Essa ruptura não significa que Macron perde a maioria na câmara, pois outros partidos de direita tem apoiado seu governo, porém, seu partido não é mais a maioria absoluta na câmara, um sintoma da crise política na qual o presidente se encontra desde o final de 2018.

O LREM começou com 314, mas com o desgaste do governo, que enfrenta ondas massivas de protestos a mais de um ano, passou a ter, nesta terça, 288 deputados. Um assento a menos para poder ser considerado maioria absoluta. Ao todo são 26 assentos perdidos no legislativo desde as eleições vencidas em 2017.

Segundo os dissidentes, o principal motivo da ruptura seria a “verticalidade” do LREM, que não abriria espaço para discussões e debates mais aprofundados, limitando muito a “democracia” dentro do partido. Claro que o principal motivo a ser considerado deve ser a crise em que se encontra o presidente, e o desgaste da imagem do mesmo, assim como a do partido que a ele é atrelada.

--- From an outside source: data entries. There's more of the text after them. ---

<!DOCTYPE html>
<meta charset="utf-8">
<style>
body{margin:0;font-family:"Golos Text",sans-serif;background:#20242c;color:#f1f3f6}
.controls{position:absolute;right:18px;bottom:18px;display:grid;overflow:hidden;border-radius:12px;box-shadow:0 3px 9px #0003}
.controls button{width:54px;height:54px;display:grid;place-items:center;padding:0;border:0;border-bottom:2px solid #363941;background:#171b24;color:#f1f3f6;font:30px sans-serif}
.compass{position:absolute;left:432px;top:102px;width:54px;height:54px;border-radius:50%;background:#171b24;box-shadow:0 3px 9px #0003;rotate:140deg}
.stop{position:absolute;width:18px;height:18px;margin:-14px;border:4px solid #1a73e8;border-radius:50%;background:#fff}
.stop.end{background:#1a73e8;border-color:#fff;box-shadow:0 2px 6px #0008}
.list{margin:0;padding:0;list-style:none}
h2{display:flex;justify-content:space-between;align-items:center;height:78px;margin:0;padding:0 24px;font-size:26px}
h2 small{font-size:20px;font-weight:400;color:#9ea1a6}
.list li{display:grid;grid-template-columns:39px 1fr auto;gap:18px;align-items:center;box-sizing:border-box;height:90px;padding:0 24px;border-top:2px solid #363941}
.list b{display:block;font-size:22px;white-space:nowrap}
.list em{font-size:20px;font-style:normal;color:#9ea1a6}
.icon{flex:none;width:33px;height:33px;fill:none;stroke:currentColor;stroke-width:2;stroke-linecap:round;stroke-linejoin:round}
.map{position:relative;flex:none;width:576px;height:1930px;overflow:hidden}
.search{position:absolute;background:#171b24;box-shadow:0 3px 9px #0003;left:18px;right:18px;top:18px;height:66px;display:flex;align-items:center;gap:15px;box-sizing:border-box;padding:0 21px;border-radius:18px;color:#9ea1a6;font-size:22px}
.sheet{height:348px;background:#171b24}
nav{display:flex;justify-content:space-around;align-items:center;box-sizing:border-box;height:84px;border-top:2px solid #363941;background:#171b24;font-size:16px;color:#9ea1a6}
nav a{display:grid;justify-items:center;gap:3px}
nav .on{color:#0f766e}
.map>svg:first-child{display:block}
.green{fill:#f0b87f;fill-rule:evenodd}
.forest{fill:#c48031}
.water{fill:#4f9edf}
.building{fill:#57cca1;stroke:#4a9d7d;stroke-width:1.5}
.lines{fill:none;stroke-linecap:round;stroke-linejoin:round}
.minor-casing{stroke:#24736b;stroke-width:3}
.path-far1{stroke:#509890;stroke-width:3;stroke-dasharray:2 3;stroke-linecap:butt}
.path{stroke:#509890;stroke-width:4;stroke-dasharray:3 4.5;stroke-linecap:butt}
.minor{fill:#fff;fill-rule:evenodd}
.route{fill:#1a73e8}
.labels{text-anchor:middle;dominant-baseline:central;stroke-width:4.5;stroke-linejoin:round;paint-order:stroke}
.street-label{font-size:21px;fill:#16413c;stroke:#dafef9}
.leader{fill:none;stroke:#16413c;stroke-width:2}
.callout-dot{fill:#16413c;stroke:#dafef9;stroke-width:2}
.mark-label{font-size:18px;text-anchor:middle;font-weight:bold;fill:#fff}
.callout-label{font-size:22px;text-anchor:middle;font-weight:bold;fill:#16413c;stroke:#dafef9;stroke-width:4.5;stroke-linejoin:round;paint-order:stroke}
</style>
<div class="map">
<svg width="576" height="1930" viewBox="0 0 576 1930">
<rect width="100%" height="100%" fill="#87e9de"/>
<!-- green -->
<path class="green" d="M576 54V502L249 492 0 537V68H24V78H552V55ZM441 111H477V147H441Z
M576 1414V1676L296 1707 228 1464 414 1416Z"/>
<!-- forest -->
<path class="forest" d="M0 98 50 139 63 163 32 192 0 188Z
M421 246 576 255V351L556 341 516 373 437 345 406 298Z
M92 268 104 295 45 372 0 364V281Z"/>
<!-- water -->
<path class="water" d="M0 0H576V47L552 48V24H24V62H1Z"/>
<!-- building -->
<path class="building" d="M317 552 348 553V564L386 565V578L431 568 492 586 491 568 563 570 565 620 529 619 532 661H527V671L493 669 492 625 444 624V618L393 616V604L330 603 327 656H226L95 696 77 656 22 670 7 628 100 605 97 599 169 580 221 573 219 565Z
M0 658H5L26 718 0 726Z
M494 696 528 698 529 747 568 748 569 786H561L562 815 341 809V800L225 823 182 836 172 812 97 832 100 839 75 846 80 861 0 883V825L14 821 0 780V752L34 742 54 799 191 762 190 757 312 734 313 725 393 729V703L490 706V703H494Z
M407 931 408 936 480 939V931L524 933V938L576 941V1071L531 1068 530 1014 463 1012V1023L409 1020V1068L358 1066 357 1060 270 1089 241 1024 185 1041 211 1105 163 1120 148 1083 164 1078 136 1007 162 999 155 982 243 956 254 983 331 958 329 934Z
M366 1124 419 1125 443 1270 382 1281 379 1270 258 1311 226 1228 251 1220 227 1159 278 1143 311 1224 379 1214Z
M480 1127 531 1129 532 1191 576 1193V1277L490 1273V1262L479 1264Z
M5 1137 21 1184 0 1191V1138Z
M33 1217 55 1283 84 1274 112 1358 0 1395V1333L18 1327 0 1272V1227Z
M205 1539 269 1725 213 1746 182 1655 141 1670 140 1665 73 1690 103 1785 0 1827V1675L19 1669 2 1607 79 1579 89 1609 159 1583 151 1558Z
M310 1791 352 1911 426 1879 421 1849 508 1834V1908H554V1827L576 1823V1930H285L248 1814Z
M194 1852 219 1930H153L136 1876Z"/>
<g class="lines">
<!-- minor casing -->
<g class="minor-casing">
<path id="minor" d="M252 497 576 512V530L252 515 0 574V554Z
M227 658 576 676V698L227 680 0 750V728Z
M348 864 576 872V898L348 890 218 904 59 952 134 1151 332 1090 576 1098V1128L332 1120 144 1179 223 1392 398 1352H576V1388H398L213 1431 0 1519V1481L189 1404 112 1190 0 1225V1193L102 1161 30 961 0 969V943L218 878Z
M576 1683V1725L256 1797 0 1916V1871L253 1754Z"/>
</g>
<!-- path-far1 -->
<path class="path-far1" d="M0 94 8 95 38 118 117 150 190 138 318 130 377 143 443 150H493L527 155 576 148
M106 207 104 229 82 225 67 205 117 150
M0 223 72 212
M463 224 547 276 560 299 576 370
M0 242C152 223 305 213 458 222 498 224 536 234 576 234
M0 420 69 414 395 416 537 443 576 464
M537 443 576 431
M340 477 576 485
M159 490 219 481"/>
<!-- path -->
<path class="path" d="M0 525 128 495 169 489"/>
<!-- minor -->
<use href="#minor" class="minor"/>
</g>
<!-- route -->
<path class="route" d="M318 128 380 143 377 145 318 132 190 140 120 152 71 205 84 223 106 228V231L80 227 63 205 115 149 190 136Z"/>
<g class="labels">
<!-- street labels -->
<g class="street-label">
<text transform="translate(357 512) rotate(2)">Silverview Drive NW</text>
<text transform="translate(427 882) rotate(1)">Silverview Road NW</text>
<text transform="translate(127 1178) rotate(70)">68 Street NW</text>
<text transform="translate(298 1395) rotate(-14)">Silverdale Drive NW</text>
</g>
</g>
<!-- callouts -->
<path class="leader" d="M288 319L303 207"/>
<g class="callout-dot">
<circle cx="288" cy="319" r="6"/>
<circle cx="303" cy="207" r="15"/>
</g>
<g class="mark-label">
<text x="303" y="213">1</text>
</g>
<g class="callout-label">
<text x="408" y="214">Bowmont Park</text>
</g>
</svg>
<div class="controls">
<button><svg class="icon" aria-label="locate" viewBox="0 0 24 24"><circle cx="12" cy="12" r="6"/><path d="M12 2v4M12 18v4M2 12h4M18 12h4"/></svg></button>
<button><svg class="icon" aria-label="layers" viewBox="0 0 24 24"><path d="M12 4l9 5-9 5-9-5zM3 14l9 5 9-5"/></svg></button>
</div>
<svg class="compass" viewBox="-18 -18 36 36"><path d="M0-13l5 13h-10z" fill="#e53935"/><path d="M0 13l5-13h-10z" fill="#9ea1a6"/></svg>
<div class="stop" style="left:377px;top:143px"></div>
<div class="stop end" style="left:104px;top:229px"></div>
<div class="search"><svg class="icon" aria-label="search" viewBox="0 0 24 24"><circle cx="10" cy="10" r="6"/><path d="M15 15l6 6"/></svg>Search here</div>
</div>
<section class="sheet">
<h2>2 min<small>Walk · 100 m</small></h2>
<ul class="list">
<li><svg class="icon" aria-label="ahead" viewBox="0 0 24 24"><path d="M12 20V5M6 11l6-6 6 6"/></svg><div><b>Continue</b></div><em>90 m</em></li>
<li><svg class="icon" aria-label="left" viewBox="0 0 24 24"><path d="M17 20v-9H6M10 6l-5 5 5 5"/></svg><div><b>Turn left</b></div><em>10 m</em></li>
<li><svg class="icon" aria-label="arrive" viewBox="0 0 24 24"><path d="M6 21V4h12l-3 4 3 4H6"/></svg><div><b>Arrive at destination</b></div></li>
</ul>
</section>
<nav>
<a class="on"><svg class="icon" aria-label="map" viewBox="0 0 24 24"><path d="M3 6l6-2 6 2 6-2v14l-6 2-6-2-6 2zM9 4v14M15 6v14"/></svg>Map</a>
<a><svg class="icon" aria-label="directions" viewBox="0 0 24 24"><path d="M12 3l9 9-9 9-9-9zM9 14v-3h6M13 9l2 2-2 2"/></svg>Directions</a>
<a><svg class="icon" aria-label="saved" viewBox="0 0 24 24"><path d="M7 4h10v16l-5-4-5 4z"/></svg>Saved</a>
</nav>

Embora o líder do LREM, e presidente na Assembleia Nacional, Richard Ferrant, tenha ironizado a situação atribuindo a “turbulência” da vida parlamentar, e alegado que “a maioria continua sendo a maioria”, a ruptura brusca de 17 membros do partido, e com isso a perda da maioria absoluta do partido, são características da crise política do governo Macron, que embora tenha tido um descanso das constantes manifestações por causa da pandemia, também vê-se desgastado pela mesma.

Dois deputados da legenda de Macron fizeram declarações anônimas à imprensa. O primeiro caracteriza a ruptura como uma traição e um ato perigoso pelo fato do país passar por uma crise econômica e social. O segundo diz entender o motivo da ruptura, mas considera também esse ato isolado com improdutivo nas atuais circunstâncias. Em ambos os casos fica evidente que, apesar da zombaria de Ferrant, a saída assustou o partido e muitos temem suas consequências no aprofundamento da crise política.

O imperialismo francês entrou em crise já no primeiro 1 ano mandato de Macron, e nunca conseguiu sair dela. Com a pandemia e a crise econômica podemos esperar mais reviravoltas dentro do governo, como também o aumento revolta popular.